Task instructions => Search the listing for the word "tunnel" and copy every line where it turns up.

Supplied data =>

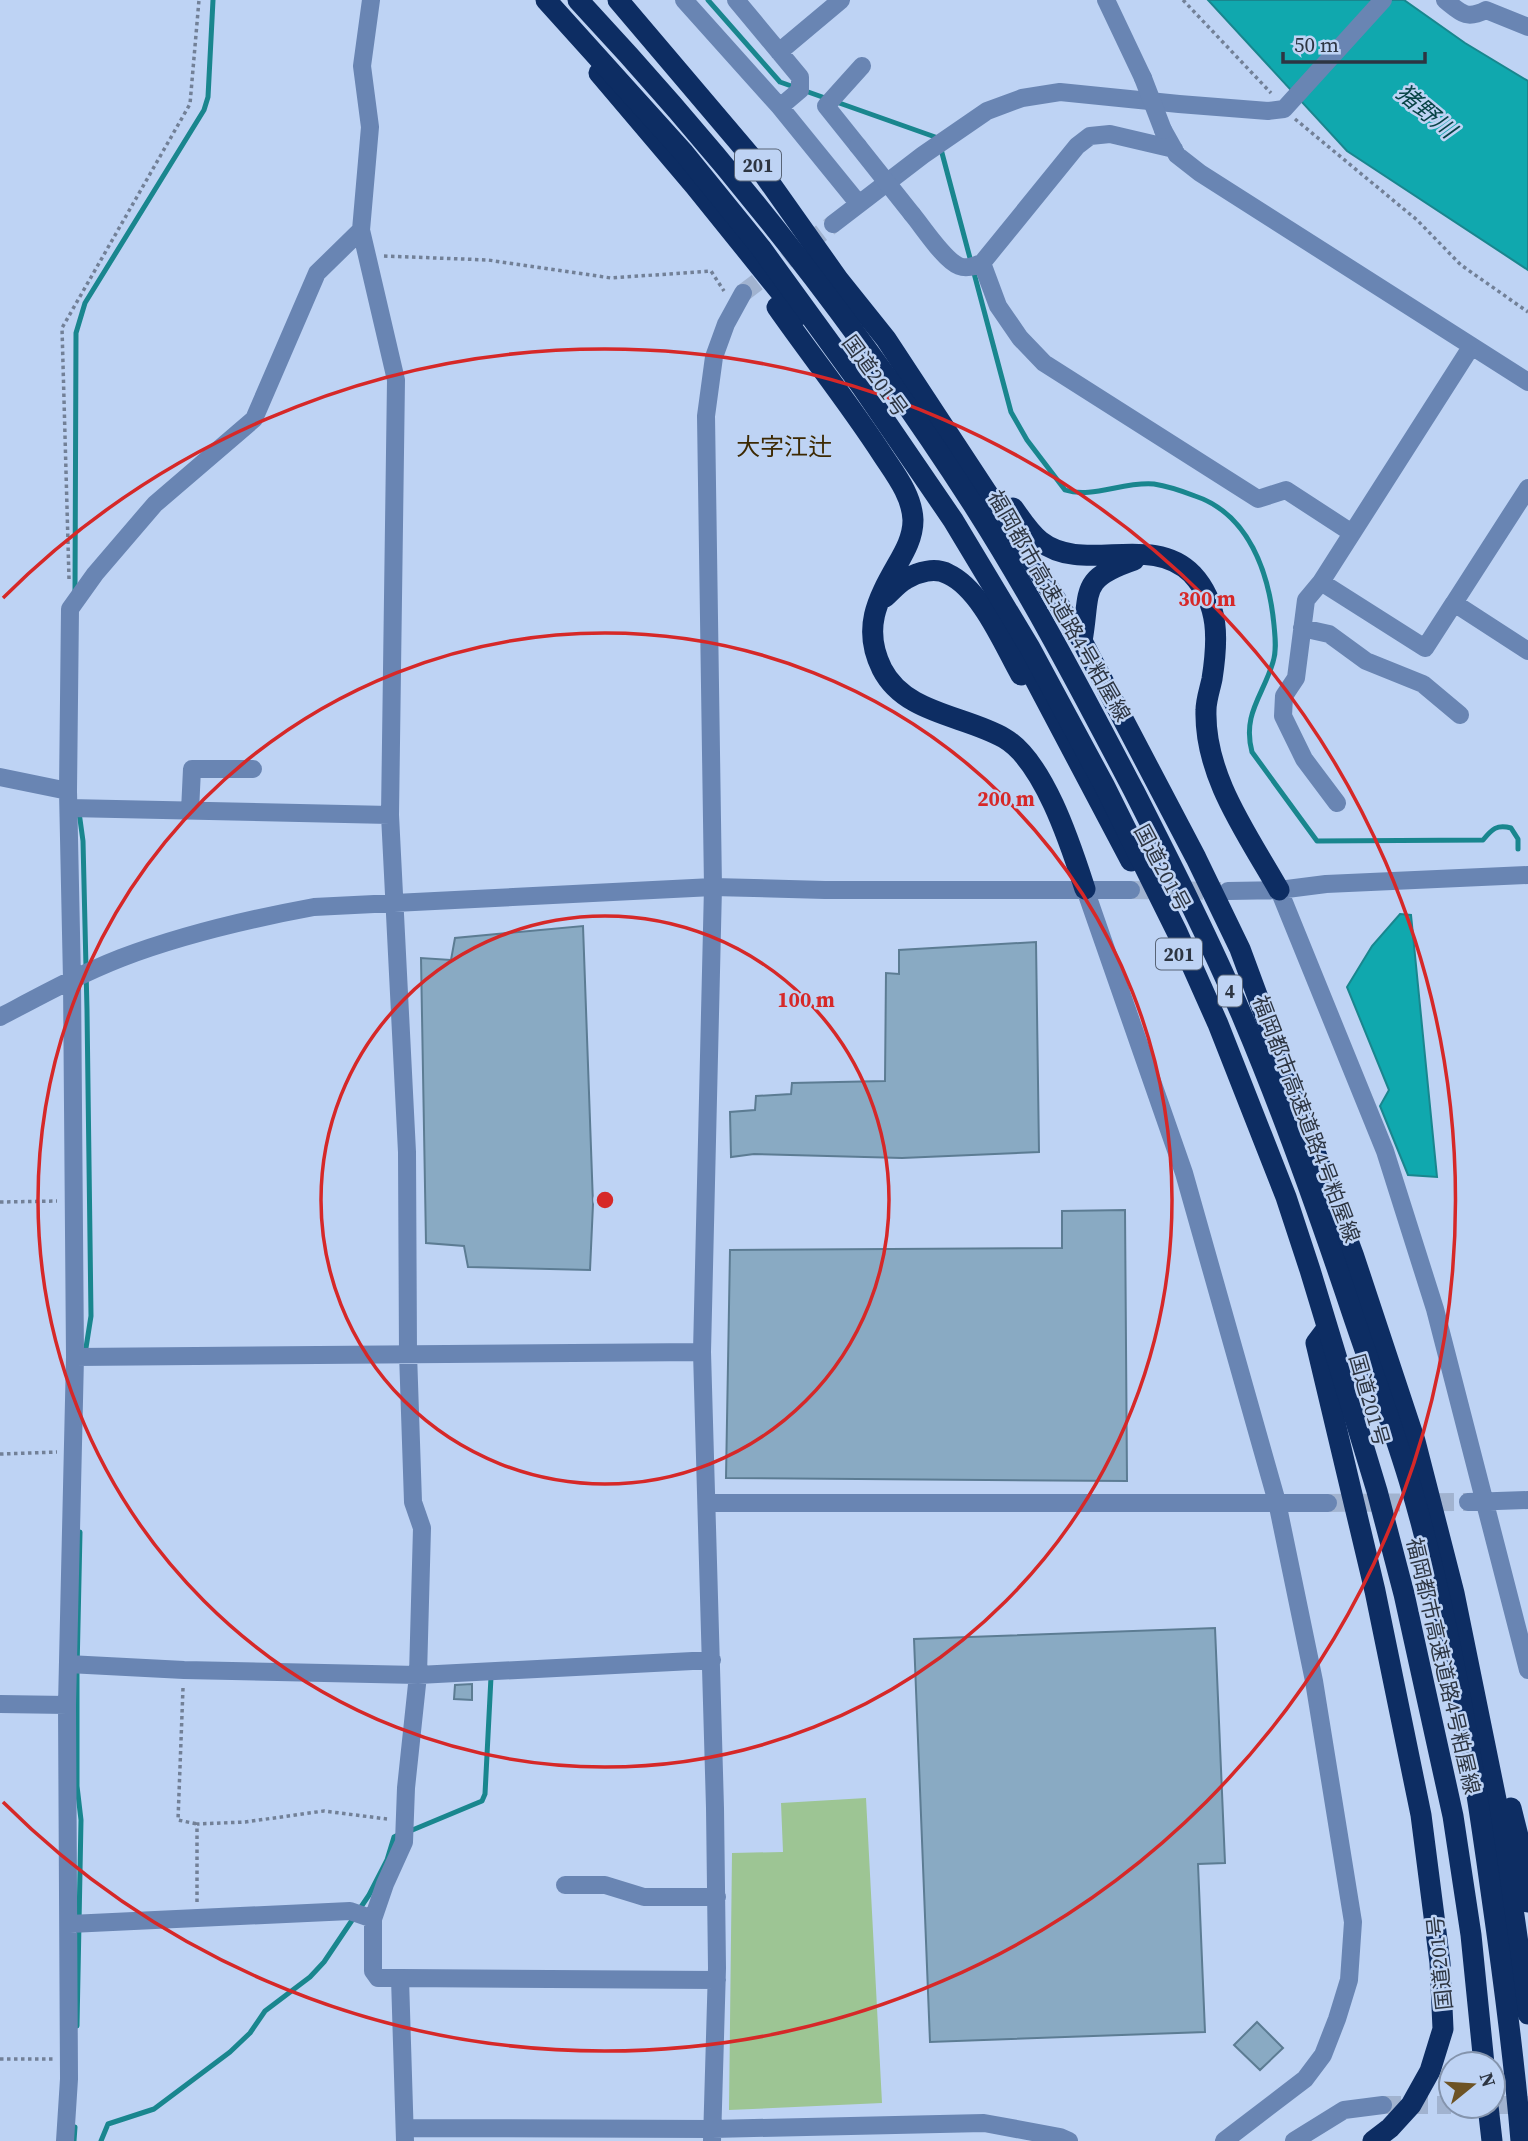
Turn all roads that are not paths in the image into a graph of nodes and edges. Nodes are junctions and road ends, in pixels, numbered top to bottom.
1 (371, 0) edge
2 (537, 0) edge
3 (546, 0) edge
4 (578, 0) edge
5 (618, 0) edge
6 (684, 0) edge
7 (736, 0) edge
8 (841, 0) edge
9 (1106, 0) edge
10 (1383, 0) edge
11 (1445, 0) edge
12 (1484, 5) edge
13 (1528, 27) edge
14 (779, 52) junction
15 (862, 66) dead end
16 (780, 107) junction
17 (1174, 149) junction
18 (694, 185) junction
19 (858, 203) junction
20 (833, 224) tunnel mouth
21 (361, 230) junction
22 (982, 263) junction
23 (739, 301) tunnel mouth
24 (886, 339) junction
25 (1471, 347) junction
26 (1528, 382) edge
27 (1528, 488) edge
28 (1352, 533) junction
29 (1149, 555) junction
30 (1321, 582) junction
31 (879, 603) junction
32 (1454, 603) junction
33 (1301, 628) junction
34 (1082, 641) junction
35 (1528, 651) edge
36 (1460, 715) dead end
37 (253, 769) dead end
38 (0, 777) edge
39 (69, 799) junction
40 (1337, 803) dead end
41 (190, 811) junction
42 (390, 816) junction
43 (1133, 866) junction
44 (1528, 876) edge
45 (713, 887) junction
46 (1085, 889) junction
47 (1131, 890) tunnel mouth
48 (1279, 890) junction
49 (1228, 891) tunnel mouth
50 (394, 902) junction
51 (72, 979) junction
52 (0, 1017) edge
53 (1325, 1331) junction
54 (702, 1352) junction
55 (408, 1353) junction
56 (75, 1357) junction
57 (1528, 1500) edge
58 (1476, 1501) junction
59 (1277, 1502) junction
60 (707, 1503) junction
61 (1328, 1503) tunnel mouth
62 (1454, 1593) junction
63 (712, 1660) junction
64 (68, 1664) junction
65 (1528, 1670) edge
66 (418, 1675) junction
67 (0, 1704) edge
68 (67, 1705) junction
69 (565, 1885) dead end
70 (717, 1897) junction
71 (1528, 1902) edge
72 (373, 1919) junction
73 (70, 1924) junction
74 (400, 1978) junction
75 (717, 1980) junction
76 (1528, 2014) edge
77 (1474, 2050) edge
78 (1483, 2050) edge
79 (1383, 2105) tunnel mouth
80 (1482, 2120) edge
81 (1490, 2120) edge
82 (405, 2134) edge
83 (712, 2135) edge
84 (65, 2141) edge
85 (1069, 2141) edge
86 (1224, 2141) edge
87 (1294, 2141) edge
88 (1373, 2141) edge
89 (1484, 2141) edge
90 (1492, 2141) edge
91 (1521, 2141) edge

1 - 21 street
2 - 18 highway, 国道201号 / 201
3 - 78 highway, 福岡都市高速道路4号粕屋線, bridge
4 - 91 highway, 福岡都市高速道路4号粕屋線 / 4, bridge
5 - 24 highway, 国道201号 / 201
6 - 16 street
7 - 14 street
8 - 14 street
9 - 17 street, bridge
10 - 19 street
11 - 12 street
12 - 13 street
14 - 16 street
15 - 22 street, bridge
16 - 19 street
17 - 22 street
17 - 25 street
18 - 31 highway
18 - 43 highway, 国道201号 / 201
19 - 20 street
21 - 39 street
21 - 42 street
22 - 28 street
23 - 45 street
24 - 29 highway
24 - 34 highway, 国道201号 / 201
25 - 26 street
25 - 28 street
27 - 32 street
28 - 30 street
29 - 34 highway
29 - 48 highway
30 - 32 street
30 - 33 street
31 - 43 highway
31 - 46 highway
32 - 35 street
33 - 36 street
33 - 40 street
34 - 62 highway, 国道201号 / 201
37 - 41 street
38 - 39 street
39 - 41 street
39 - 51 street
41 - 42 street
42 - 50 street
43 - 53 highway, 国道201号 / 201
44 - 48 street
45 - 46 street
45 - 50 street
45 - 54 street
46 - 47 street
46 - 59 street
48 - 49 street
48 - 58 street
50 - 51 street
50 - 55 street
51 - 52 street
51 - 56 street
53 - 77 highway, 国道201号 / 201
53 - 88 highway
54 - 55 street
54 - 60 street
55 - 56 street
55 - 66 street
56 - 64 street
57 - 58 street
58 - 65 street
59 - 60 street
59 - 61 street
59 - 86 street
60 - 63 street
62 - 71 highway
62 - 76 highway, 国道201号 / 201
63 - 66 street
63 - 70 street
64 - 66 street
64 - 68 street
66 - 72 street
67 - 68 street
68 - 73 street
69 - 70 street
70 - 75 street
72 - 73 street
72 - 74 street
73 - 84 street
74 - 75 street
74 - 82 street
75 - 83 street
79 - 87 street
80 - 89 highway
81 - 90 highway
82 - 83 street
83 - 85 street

Exercise answer =>
20 (833, 224) tunnel mouth
23 (739, 301) tunnel mouth
47 (1131, 890) tunnel mouth
49 (1228, 891) tunnel mouth
61 (1328, 1503) tunnel mouth
79 (1383, 2105) tunnel mouth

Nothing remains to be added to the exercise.